Kousa dogwood (Cornus kousa) is a handsome, flowering tree that grows to a medium height in a full-sun location unless it is size-pruned. It is also given the common name Japanese dogwood or Chinese dogwood and is an Asian cousin of the native flowering dogwood Cornus florida. Hardy in USDA plant hardiness zones 5 to 8, the kousa grows slowly but is a shape-changer. As a young tree, its growth aspect is upright and conical, turning to vase-shaped and finally maturing into a dogwood tree with a wide-spreading, rounded canopy.
Pruning is essential if you want your kousa to stay smaller than its mature tree size of 30 feet in both directions. The optimal time for trimming back your dogwood is while it is dormant. Learn when and how to prune kousa dogwood trees to keep them small and shapely all year.
The Best Time to Prune Kousa Dogwood
Kousa dogwoods are not massive trees, reaching only some 30 feet tall and wide at maturity. If that is too big for your space, annual pruning can maintain it to be a small tree. The easiest time to prune a kousa is in late winter just before new growth begins. The beautiful branch structure is more evident at that time since the leaves have fallen. On the other hand, this cuts back on spring flowers since buds form on old wood. If that is very important to you, prune immediately after flowering.

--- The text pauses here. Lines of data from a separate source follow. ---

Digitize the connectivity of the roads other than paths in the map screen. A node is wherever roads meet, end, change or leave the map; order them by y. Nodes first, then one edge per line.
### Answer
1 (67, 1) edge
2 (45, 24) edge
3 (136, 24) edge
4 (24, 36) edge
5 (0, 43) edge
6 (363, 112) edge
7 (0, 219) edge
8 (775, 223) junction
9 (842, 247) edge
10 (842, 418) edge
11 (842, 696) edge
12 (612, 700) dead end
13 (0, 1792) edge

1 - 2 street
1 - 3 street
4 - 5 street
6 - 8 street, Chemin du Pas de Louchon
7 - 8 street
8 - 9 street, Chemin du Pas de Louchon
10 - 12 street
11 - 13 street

How to Prune Kousa in Winter
Since the kousa is deciduous, it loses its leaves in winter, which can make it easier to prune for size. Here's a quick guide on how to prune dogwood:
1. Prepare Pruning Equipment
Bring out the tools you will need for the job. Depending on the size of the branches to be trimmed, you may need a sharp, clean pruner (branches under 1/2 inch in diameter) or a lopper for larger branches (over 1/2 inch but under 1 1/2 inches in diameter) or even a pruning saw (over 1 1/2 inches in diameter). Sanitize the cutting surface by wiping with a clean cloth and denatured alcohol.

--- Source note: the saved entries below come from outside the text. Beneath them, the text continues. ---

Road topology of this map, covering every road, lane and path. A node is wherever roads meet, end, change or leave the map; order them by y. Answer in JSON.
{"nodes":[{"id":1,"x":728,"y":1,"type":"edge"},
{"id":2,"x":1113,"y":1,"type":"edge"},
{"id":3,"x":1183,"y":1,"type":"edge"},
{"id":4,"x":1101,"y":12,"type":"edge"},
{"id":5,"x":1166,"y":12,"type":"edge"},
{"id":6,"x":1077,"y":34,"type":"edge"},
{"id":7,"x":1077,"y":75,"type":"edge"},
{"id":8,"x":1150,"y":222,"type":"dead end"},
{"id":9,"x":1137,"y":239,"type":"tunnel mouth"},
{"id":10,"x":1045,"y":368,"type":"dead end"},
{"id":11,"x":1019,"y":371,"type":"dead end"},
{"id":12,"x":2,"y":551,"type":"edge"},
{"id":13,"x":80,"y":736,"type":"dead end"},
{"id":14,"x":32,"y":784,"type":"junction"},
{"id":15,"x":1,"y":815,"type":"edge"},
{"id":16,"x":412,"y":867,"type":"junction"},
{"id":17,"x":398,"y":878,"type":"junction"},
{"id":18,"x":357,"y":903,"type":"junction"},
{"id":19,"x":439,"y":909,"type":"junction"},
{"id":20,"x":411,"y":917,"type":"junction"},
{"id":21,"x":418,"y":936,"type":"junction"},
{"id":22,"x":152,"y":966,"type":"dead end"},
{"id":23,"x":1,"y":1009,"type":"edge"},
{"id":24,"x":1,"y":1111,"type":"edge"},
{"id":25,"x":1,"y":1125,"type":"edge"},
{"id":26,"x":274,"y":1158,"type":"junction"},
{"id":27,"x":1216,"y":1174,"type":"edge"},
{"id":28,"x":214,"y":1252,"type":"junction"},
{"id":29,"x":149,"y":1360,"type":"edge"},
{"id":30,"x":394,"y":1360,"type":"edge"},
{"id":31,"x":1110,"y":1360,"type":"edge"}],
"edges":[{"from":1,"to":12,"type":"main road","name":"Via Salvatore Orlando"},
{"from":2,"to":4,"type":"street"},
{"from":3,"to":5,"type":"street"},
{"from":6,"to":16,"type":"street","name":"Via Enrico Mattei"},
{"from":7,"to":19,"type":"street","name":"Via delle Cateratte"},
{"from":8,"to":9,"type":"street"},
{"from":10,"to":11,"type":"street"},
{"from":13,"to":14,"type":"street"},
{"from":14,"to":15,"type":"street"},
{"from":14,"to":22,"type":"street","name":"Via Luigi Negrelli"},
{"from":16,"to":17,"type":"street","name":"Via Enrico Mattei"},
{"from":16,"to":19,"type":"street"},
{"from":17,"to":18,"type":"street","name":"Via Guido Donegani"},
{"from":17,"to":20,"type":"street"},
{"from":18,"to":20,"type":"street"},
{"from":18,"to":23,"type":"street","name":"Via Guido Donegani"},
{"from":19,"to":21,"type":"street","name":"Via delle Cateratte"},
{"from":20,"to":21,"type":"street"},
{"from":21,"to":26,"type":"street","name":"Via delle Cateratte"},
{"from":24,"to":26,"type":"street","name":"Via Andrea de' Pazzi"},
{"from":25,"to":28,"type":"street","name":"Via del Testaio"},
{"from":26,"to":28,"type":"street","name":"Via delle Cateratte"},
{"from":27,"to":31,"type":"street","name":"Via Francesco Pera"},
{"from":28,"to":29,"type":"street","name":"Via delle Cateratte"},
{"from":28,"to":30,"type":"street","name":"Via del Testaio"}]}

2. Evaluate the Branch Structure
Determine which branches need trimming and how much you want to take off. Never take more than one-third of the canopy. You will usually want to take much less.
3. Prune Out Dead and Damaged Branches
Remove dead and damaged branches first in order to better evaluate the branch structure. Dead branches should be cut back to the branch joint. Cut off damaged branches at least a few inches into healthy wood, making the cut at a leaf node. Kousa dogwood is susceptible to damage caused by the larvae of the dogwood club midge, which results in galls (deformed growth) at the ends of branches. Regardless of the time of year, these galls should be pruned out as soon as you see them.

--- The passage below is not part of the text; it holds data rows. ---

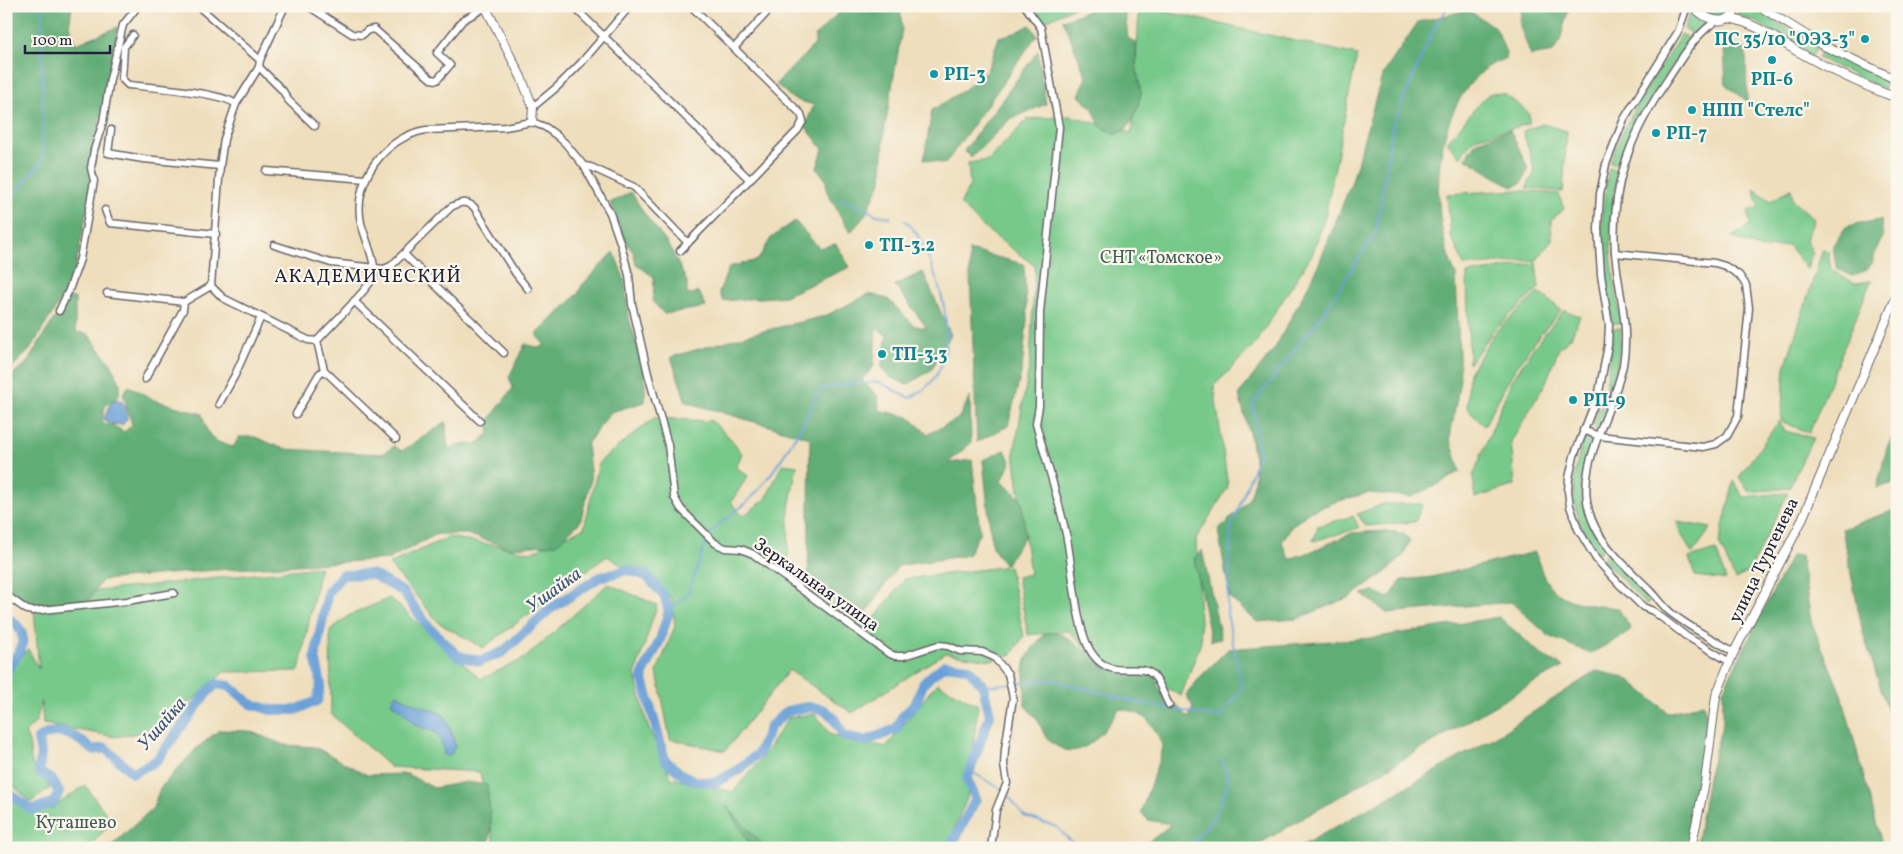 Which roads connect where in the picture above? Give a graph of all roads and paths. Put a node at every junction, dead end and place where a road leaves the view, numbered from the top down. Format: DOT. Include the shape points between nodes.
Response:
graph roads {
  1 [pos="138,6"];
  2 [pos="198,6"];
  3 [pos="285,6"];
  4 [pos="308,6"];
  5 [pos="573,6"];
  6 [pos="630,6"];
  7 [pos="691,6"];
  8 [pos="773,6"];
  9 [pos="1025,6"];
  10 [pos="1687,6"];
  11 [pos="1693,6"];
  12 [pos="1737,6"];
  13 [pos="1759,6"];
  14 [pos="486,7"];
  15 [pos="1729,18"];
  16 [pos="1716,21"];
  17 [pos="133,35"];
  18 [pos="603,36"];
  19 [pos="734,48"];
  20 [pos="260,64"];
  21 [pos="1897,80"];
  22 [pos="1897,98"];
  23 [pos="236,104"];
  24 [pos="533,107"];
  25 [pos="532,122"];
  26 [pos="315,126"];
  27 [pos="111,130"];
  28 [pos="220,166"];
  29 [pos="584,166"];
  30 [pos="266,171"];
  31 [pos="366,180"];
  32 [pos="750,180"];
  33 [pos="105,210"];
  34 [pos="216,234"];
  35 [pos="688,243"];
  36 [pos="274,245"];
  37 [pos="680,251"];
  38 [pos="1615,253"];
  39 [pos="404,254"];
  40 [pos="375,268"];
  41 [pos="211,286"];
  42 [pos="528,289"];
  43 [pos="107,293"];
  44 [pos="1897,295"];
  45 [pos="354,301"];
  46 [pos="184,302"];
  47 [pos="58,311"];
  48 [pos="261,317"];
  49 [pos="316,340"];
  50 [pos="504,353"];
  51 [pos="324,370"];
  52 [pos="145,379"];
  53 [pos="219,404"];
  54 [pos="296,414"];
  55 [pos="480,420"];
  56 [pos="1584,430"];
  57 [pos="1600,436"];
  58 [pos="396,439"];
  59 [pos="174,593"];
  60 [pos="6,595"];
  61 [pos="1654,595"];
  62 [pos="1644,608"];
  63 [pos="1734,652"];
  64 [pos="1730,662"];
  65 [pos="1169,705"];
  66 [pos="991,848"];
  67 [pos="1691,848"];
  1 -- 47 [label="street" via="123,25 94,150 91,168 94,181 80,259"];
  2 -- 20 [label="street"];
  3 -- 20 [label="street"];
  4 -- 14 [label="street" via="352,34 362,35 374,29 431,79 437,80 450,66 437,53 463,20"];
  5 -- 18 [label="street"];
  6 -- 18 [label="street"];
  7 -- 19 [label="street"];
  8 -- 19 [label="street"];
  9 -- 65 [label="street" via="1041,28 1059,127 1040,312 1036,424 1066,533 1080,618 1088,645 1094,656 1112,670 1148,671 1154,675"];
  10 -- 56 [label="street" via="1679,30 1624,119 1606,164 1598,229 1609,325 1608,345 1599,392"];
  11 -- 16 [label="street" via="1700,14"];
  12 -- 15 [label="street"];
  13 -- 21 [label="street" via="1822,45"];
  14 -- 24 [label="street"];
  15 -- 16 [label="street"];
  15 -- 22 [label="street" via="1744,21 1835,71"];
  16 -- 38 [label="street" via="1684,55 1648,108 1633,140 1622,169 1617,196"];
  17 -- 23 [label="street" via="124,47 124,83 226,98"];
  18 -- 24 [label="street" via="581,63"];
  18 -- 32 [label="street"];
  19 -- 32 [label="street" via="801,114 803,122"];
  20 -- 23 [label="street"];
  20 -- 26 [label="street" via="288,100"];
  23 -- 28 [label="street" via="224,139"];
  24 -- 25 [label="street"];
  25 -- 29 [label="street, Зеркальная улица" via="556,135"];
  25 -- 31 [label="street" via="505,127 415,132 383,153"];
  27 -- 28 [label="street" via="108,152 143,159"];
  28 -- 34 [label="street"];
  29 -- 35 [label="street" via="634,187"];
  29 -- 66 [label="street, Зеркальная улица" via="610,213 621,245 648,374 668,445 674,497 681,509 715,543 753,554 888,653 904,656 938,645 948,646 994,657 1008,674 1013,698 1005,750 1007,783 996,810"];
  30 -- 31 [label="street"];
  31 -- 40 [label="street" via="361,194 361,221"];
  32 -- 35 [label="street"];
  33 -- 34 [label="street" via="110,223"];
  34 -- 41 [label="street"];
  35 -- 37 [label="street"];
  36 -- 40 [label="street" via="331,263"];
  38 -- 57 [label="street" via="1626,325 1625,344 1618,384"];
  38 -- 57 [label="street" via="1725,266 1739,275 1746,285 1749,308 1738,416 1722,440 1710,446 1696,447"];
  39 -- 40 [label="street" via="391,266"];
  39 -- 42 [label="street" via="451,207 467,203 474,206"];
  39 -- 50 [label="street"];
  40 -- 45 [label="street" via="374,276"];
  41 -- 46 [label="street"];
  41 -- 48 [label="street" via="223,298"];
  43 -- 46 [label="street"];
  44 -- 63 [label="street, улица Тургенева" via="1801,522"];
  45 -- 49 [label="street"];
  45 -- 55 [label="street"];
  46 -- 52 [label="street" via="183,310"];
  48 -- 49 [label="street" via="308,340"];
  48 -- 53 [label="street"];
  49 -- 51 [label="street"];
  51 -- 54 [label="street"];
  51 -- 58 [label="street"];
  56 -- 57 [label="street"];
  56 -- 62 [label="street" via="1569,478 1573,518 1596,559"];
  57 -- 61 [label="street" via="1586,478 1592,521 1610,548"];
  59 -- 60 [label="street" via="33,611"];
  61 -- 62 [label="street" via="1654,604"];
  61 -- 63 [label="street" via="1671,613"];
  62 -- 64 [label="street"];
  63 -- 64 [label="street, улица Тургенева"];
  64 -- 67 [label="street, улица Тургенева" via="1716,696 1705,782"];
}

4. Prune Back to Branch Joints
Prune the kousa dogwood branch by branch. Make each cut back to a branch joint rather than using a shearing technique. You don't want to destroy the naturally beautiful form of the tree. Keep in mind the age of the tree — columnar when planted, vase-shaped when young, more spreading when mature — and prune accordingly. Trying to change the shape will likely produce a less attractive specimen and may impact the health of the tree.
5. Use Heading Cuts to Shorten the Dogwood Branches
Use heading cuts to size-prune your kousa dogwood. Make these pruning cuts just above leaf or stem nodes. Keep in mind that buds directly below a heading cut will become new shoots, so select outward-facing buds to encourage shoots to grow outward, not inward.
Need to see the pruning process visually? We recommend watching this video from Knox County Master Gardeners:
How to Prune Kousa After Blooms
The kousa has many appealing features, but the profusion of spring blossoms is the crowning delight — a wealth of white flowers, the dogwood-distinctive white bracts surrounding small greenish-yellow flowers. Since the kousa sets flower buds on old wood, a late-winter/early spring pruning will definitely reduce the number of blossoms in spring. If you are thinking of an annual pruning, this could seriously impact the beauty the kousa dogwood offers.
To get maximum flower power, consider size-pruning just after the tree finishes flowering in June. This will reduce the number of fruits, but the dogwood blooms will be on display in their full glory.
Did You Know?
Kousa dogwood trees possess the same delicate beauty of flowering dogwoods with their starlike spring blooms that appear in late spring about a month after native dogwoods flower. They are slightly more disease-resistant than flowering dogwoods and differ from the native tree in bloom time, fruit structure, and bark texture.
The kousa's lovely dark green leaves are 2 to 4 inches long and are oval. The kousa also offers raspberry-colored berrylike fruits in fall (excellent for jams), botanically called "drupes," that contrast with the brilliant reddish-purple color of autumn foliage. The kousa's peeling bark adds winter interest.